* ACTION ITEM *
Without reproducing any image, print the listing below exactly.

* DATA FOR THIS EXERCISE *
========================================

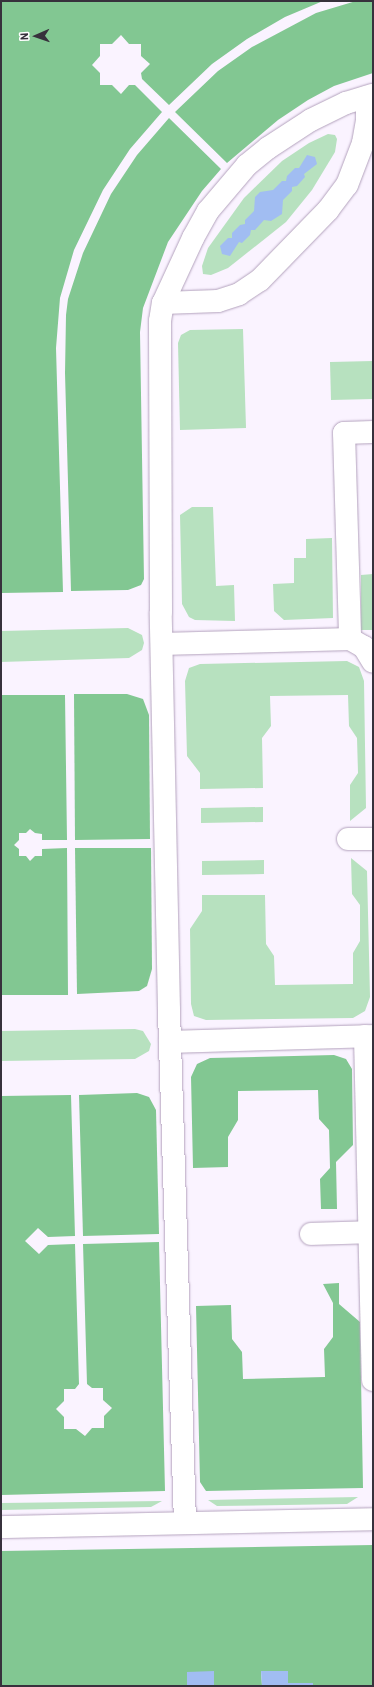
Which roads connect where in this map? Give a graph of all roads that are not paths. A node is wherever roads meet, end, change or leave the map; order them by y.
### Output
1 (370, 96) edge
2 (163, 303) junction
3 (373, 432) edge
4 (350, 639) junction
5 (162, 644) junction
6 (373, 662) edge
7 (348, 839) dead end
8 (373, 839) edge
9 (369, 1036) edge
10 (170, 1042) junction
11 (371, 1232) edge
12 (311, 1234) dead end
13 (373, 1380) edge
14 (373, 1519) edge
15 (185, 1523) junction
16 (1, 1527) edge

1 - 2 street
1 - 2 street
2 - 5 street
3 - 4 street
4 - 5 street
4 - 6 street
5 - 10 street
7 - 8 street
9 - 10 street
9 - 11 street
10 - 15 street
11 - 12 street
11 - 13 street
14 - 15 street
15 - 16 street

========================================

* ANSWER AREA *
Which roads connect where in this map? Give a graph of all roads that are not paths. A node is wherever roads meet, end, change or leave the map; order them by y.
### Output
1 (370, 96) edge
2 (163, 303) junction
3 (373, 432) edge
4 (350, 639) junction
5 (162, 644) junction
6 (373, 662) edge
7 (348, 839) dead end
8 (373, 839) edge
9 (369, 1036) edge
10 (170, 1042) junction
11 (371, 1232) edge
12 (311, 1234) dead end
13 (373, 1380) edge
14 (373, 1519) edge
15 (185, 1523) junction
16 (1, 1527) edge

1 - 2 street
1 - 2 street
2 - 5 street
3 - 4 street
4 - 5 street
4 - 6 street
5 - 10 street
7 - 8 street
9 - 10 street
9 - 11 street
10 - 15 street
11 - 12 street
11 - 13 street
14 - 15 street
15 - 16 street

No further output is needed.